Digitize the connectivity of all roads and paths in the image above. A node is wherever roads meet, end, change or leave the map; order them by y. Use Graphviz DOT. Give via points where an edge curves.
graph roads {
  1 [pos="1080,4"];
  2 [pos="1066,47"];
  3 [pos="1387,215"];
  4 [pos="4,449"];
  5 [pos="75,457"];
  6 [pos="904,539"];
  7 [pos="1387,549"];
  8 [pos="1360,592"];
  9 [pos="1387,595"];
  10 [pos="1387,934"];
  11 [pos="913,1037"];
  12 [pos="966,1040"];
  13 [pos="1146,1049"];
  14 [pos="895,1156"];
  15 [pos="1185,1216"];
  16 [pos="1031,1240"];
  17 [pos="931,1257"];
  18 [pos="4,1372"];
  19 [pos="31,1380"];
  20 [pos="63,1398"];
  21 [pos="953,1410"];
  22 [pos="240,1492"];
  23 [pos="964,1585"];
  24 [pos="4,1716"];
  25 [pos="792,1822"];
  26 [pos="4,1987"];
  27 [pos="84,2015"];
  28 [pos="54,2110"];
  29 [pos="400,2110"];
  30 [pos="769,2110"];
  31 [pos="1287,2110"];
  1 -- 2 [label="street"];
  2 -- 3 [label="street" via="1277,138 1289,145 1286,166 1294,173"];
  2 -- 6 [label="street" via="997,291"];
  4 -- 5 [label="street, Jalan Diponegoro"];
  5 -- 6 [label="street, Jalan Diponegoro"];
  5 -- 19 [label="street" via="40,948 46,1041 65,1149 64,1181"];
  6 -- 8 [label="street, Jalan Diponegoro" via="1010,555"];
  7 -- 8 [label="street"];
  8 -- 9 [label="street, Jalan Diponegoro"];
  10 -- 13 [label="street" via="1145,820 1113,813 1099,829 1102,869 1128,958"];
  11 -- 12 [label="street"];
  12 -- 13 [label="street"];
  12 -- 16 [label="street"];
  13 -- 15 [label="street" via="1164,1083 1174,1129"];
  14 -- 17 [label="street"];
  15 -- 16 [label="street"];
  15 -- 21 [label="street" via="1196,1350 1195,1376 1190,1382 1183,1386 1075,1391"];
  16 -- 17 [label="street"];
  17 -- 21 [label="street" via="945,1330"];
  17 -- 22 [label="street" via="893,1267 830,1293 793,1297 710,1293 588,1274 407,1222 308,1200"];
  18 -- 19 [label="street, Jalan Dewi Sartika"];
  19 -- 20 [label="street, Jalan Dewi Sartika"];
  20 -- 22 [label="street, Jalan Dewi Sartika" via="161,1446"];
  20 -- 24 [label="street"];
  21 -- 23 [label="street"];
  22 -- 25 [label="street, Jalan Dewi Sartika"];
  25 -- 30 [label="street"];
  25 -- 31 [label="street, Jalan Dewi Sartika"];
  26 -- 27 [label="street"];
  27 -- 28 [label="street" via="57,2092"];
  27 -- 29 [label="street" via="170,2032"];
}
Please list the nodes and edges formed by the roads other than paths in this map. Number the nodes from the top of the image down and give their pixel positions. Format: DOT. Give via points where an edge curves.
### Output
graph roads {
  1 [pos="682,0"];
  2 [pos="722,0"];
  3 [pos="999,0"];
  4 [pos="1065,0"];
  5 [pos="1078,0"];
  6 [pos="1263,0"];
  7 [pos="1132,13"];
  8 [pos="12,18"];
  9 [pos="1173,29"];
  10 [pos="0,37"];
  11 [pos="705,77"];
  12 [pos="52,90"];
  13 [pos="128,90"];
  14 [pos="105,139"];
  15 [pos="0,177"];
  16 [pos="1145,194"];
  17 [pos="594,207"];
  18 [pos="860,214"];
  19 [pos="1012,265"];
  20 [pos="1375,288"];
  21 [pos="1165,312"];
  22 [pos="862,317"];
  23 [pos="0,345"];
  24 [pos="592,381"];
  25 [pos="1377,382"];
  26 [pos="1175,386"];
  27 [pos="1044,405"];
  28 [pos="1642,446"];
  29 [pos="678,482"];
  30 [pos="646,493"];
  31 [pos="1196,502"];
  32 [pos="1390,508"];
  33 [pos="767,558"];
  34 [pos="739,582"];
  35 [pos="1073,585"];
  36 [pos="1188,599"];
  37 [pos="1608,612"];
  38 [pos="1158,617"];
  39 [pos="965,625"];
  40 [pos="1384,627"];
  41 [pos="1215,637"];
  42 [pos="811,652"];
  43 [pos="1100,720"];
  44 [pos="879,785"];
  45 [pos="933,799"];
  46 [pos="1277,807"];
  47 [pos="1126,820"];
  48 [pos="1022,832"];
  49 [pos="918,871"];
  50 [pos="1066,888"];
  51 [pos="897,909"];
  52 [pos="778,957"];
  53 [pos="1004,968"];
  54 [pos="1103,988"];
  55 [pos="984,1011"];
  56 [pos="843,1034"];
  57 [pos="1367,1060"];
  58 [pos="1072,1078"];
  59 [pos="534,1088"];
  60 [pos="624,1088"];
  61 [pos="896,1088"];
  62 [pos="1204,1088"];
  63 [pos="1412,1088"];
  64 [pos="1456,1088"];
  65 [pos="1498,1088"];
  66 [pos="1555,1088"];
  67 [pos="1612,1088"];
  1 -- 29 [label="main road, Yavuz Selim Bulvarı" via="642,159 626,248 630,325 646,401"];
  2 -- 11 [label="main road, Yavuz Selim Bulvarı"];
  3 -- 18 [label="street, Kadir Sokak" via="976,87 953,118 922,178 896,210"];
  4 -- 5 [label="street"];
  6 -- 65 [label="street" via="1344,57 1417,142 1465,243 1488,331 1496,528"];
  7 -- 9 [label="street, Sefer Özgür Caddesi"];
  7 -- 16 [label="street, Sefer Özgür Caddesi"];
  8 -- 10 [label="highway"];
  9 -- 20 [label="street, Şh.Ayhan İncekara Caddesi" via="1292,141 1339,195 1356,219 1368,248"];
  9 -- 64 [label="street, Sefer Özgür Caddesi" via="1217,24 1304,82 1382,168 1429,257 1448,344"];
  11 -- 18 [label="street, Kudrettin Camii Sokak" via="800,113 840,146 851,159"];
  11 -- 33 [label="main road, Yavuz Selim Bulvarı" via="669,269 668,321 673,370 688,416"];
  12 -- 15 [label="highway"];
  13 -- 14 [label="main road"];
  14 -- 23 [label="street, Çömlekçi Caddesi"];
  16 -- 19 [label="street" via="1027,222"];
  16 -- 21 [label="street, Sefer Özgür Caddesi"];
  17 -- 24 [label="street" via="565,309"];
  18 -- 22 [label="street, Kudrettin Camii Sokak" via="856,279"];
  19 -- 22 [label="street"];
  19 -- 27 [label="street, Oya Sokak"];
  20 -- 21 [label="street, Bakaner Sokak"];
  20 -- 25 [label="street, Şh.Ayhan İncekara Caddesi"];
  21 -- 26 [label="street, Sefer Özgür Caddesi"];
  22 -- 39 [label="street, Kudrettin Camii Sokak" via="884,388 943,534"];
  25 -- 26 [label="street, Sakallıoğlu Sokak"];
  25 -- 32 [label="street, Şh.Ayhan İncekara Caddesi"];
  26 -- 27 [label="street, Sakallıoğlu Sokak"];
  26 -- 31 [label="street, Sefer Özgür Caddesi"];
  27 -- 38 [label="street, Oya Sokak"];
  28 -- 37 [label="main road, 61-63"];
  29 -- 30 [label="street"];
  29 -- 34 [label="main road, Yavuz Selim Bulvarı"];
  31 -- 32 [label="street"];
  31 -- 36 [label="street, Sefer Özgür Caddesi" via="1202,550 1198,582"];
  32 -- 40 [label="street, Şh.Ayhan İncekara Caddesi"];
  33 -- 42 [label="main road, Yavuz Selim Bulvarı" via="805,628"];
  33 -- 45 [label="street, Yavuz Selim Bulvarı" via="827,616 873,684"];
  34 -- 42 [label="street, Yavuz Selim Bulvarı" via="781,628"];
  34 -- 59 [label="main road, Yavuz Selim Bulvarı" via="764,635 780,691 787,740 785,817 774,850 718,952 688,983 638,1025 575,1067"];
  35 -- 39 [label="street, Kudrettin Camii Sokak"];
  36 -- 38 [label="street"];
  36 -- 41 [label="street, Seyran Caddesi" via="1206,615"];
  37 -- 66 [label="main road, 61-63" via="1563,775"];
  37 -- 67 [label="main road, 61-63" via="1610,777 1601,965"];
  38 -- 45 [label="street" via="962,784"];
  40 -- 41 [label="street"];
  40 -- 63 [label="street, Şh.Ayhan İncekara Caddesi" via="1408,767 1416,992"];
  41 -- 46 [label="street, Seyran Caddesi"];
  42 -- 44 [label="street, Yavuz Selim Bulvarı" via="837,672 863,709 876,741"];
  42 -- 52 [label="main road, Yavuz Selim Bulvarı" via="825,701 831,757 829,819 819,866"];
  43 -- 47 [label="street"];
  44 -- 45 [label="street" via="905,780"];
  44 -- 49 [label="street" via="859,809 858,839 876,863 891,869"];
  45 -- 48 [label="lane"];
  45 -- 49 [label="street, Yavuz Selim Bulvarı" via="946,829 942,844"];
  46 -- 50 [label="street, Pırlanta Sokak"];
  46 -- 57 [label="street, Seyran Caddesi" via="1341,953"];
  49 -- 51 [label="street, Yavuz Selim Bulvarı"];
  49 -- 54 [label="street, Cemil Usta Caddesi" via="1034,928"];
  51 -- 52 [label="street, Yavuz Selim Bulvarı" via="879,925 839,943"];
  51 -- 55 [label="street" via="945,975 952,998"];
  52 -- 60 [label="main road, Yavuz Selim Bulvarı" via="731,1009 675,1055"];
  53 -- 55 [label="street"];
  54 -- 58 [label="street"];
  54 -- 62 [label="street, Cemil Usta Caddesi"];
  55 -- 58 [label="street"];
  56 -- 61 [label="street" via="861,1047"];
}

========================

» PROBLEM DETAILS: Scan the entries above for lines with "Usta" in them, then report how many there are as a plain number.

» RESPONSE AREA: 2